══ Input material ══
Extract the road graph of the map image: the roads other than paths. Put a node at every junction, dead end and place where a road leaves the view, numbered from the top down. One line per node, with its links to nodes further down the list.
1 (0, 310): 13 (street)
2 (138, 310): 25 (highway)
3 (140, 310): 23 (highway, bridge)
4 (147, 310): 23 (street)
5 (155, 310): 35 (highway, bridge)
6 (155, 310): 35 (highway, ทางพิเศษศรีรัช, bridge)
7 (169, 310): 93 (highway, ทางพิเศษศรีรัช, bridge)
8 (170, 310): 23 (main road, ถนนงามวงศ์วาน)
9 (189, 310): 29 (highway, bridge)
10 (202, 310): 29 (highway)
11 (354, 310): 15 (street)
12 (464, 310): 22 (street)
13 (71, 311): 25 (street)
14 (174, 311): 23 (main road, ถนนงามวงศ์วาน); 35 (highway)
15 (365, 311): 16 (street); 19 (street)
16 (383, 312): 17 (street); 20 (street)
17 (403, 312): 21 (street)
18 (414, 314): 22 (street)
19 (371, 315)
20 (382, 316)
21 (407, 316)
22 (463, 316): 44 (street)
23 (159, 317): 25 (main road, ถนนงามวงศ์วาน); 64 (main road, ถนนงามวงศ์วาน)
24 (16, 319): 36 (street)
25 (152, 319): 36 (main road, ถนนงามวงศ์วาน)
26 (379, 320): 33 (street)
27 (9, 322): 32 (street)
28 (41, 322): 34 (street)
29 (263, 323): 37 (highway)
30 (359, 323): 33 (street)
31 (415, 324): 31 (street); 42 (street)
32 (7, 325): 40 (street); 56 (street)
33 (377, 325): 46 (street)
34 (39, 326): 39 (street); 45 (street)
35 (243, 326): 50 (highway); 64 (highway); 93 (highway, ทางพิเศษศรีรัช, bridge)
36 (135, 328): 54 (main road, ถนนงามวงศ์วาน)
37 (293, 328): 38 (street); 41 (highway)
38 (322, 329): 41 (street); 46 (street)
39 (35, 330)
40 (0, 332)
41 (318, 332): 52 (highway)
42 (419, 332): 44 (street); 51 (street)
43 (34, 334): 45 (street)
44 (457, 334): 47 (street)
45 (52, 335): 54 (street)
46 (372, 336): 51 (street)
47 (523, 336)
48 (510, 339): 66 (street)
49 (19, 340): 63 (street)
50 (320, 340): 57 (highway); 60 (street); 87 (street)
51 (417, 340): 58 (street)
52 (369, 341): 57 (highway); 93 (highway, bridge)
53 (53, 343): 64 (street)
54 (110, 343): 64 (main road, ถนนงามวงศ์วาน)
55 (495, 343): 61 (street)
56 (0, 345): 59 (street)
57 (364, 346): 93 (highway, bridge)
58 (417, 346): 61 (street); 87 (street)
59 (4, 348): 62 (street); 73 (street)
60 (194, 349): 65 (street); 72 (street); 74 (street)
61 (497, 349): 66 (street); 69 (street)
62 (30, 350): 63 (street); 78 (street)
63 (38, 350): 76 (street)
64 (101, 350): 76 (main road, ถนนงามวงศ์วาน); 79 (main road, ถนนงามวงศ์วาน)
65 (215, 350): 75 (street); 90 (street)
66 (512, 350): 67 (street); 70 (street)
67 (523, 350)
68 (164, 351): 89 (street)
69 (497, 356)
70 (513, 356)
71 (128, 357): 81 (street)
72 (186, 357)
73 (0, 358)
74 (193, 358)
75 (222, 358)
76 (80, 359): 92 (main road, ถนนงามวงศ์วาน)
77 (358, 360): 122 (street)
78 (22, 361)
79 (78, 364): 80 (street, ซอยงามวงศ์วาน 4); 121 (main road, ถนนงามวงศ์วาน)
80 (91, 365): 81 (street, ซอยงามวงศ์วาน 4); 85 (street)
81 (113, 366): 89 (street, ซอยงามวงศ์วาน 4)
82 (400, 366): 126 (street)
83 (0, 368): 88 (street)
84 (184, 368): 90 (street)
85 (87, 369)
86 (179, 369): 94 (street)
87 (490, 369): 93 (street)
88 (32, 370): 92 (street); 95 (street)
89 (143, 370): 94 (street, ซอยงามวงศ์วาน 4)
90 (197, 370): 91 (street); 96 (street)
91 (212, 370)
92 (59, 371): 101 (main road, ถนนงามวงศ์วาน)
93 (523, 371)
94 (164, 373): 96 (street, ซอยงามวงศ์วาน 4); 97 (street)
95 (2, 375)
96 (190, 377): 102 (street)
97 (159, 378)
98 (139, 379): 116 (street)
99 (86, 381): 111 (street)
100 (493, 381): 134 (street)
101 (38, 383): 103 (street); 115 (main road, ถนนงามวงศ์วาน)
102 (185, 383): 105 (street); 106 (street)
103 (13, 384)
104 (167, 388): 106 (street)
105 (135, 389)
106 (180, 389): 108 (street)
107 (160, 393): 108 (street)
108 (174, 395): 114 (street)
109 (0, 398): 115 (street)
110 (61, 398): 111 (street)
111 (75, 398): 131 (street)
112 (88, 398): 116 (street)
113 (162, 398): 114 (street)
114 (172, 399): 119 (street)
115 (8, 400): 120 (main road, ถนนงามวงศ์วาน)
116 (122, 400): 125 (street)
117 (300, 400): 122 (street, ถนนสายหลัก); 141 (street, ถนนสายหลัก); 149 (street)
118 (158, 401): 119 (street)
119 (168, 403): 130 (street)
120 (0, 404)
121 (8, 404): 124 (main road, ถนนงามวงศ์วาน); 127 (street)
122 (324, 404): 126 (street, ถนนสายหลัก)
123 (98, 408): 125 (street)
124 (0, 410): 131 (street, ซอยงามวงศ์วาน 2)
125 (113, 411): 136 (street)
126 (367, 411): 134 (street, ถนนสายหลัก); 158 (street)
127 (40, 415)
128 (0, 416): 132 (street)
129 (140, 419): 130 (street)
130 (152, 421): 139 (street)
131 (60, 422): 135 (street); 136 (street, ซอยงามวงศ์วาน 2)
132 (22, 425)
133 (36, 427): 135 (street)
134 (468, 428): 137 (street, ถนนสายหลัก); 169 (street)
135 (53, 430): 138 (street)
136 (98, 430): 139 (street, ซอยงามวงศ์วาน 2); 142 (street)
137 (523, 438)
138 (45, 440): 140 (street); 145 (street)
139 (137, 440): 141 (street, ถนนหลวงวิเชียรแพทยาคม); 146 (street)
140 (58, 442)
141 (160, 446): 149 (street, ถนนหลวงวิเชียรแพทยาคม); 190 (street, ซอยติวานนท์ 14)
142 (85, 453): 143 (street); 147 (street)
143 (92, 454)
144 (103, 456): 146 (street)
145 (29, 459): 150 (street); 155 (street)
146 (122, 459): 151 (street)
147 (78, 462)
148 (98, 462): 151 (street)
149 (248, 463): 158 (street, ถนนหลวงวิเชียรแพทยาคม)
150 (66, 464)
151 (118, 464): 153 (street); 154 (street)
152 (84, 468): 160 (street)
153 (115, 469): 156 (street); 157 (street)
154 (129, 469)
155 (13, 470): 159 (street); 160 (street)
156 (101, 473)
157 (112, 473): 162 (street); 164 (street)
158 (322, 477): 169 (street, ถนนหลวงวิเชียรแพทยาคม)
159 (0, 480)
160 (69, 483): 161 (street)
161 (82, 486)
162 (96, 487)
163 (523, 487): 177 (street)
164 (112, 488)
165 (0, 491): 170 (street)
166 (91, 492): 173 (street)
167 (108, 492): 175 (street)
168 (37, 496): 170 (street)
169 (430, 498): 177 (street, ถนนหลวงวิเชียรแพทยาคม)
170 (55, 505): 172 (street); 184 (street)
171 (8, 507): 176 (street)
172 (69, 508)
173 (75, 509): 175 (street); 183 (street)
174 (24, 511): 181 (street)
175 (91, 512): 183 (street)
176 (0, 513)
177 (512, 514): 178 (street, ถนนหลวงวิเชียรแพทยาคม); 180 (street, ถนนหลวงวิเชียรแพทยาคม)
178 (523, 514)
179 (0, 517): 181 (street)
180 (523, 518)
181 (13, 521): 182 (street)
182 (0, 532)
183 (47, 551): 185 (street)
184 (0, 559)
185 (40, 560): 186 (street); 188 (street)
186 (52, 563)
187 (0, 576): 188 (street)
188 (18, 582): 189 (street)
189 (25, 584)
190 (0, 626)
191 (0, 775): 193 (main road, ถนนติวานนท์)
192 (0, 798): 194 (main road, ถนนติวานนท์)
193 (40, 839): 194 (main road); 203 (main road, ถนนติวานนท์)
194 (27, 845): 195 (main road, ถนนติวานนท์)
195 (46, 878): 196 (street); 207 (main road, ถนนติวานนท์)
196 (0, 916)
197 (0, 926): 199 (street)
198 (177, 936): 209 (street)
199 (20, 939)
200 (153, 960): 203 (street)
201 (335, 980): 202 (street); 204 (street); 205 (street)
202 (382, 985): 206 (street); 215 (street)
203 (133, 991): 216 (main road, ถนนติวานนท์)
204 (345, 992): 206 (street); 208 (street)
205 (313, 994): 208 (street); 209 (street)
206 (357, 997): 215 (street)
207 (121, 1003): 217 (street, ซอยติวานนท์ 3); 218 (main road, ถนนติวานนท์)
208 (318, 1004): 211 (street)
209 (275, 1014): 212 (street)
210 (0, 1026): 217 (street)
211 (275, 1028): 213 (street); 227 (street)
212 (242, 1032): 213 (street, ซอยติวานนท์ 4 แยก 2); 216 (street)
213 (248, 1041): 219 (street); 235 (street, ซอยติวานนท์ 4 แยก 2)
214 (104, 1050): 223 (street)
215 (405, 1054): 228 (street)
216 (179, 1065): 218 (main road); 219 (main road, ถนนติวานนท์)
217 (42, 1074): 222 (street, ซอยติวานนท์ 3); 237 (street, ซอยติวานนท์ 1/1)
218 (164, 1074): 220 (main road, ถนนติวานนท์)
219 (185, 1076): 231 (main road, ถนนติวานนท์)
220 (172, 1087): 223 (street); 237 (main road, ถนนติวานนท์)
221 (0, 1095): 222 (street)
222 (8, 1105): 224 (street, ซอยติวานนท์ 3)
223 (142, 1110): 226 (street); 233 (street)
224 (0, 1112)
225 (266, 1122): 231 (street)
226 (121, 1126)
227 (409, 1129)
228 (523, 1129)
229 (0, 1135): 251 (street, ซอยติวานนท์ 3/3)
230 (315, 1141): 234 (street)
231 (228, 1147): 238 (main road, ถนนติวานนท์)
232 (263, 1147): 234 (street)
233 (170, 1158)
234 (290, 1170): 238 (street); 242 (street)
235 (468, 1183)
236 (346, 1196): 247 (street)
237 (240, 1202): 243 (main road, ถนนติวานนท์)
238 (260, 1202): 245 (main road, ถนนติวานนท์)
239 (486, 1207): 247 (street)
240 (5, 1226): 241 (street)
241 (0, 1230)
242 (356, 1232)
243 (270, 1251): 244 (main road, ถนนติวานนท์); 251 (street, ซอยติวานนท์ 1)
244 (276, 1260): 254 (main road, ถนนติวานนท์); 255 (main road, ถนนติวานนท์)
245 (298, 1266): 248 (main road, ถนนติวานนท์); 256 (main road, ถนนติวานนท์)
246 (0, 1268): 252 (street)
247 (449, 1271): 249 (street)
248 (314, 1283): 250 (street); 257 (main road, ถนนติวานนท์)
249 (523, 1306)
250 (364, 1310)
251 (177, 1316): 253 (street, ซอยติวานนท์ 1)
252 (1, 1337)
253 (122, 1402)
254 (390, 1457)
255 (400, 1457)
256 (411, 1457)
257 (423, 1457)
═══
• **Problem statement**: In the entries above, identify each line that includes the string "ถนนหลวงว", then copy it.

• **Solved problem**:
139 (137, 440): 141 (street, ถนนหลวงวิเชียรแพทยาคม); 146 (street)
141 (160, 446): 149 (street, ถนนหลวงวิเชียรแพทยาคม); 190 (street, ซอยติวานนท์ 14)
149 (248, 463): 158 (street, ถนนหลวงวิเชียรแพทยาคม)
158 (322, 477): 169 (street, ถนนหลวงวิเชียรแพทยาคม)
169 (430, 498): 177 (street, ถนนหลวงวิเชียรแพทยาคม)
177 (512, 514): 178 (street, ถนนหลวงวิเชียรแพทยาคม); 180 (street, ถนนหลวงวิเชียรแพทยาคม)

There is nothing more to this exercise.